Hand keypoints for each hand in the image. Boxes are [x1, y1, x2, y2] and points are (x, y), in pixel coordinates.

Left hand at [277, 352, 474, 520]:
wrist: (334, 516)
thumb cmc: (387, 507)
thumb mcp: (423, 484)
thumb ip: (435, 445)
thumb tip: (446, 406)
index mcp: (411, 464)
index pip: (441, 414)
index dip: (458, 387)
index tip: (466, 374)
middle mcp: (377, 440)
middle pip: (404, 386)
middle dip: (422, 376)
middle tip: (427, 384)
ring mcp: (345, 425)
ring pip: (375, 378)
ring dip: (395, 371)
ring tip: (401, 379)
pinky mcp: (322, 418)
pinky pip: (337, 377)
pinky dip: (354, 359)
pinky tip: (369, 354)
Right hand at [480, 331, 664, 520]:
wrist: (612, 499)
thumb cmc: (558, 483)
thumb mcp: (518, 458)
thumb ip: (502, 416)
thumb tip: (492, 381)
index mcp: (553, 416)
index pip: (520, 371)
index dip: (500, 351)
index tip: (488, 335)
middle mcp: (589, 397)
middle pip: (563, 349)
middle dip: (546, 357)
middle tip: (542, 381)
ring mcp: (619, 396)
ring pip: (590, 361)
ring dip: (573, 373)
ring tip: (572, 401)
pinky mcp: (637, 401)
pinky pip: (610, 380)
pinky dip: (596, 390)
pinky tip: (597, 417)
---
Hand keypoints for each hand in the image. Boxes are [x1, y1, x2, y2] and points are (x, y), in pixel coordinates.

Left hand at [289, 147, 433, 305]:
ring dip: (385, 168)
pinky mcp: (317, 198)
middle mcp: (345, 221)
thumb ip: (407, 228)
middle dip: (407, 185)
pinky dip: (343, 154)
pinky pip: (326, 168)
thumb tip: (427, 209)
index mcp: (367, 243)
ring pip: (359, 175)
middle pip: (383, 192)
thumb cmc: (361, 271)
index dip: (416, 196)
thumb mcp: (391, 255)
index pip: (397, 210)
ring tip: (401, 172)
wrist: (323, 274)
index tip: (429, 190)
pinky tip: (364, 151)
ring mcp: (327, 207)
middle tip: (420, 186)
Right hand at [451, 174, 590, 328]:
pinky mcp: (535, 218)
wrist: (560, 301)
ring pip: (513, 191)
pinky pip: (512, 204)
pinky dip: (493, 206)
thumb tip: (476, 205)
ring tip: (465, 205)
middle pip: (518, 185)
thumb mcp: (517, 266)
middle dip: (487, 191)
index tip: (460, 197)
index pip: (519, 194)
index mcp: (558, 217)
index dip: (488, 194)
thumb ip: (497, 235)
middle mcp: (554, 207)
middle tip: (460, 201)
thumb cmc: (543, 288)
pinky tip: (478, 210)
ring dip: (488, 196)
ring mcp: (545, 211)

■ **Task statement**
Using the entries above, give back exactly the line containing "index tip: (429, 190)", the line containing "ring mcp: (545, 211)", and every line between them, and nothing else.

■ **Task solution**
index tip: (429, 190)
pinky tip: (364, 151)
ring mcp: (327, 207)
middle tip: (420, 186)
Right hand at [451, 174, 590, 328]:
pinky mcp: (535, 218)
wrist: (560, 301)
ring pip: (513, 191)
pinky pip: (512, 204)
pinky dip: (493, 206)
thumb tip: (476, 205)
ring tip: (465, 205)
middle pip: (518, 185)
thumb mcp: (517, 266)
middle dip: (487, 191)
index tip: (460, 197)
index pip: (519, 194)
index mcp: (558, 217)
index dip: (488, 194)
thumb ip: (497, 235)
middle mcp: (554, 207)
middle tip: (460, 201)
thumb cmc: (543, 288)
pinky tip: (478, 210)
ring dip: (488, 196)
ring mcp: (545, 211)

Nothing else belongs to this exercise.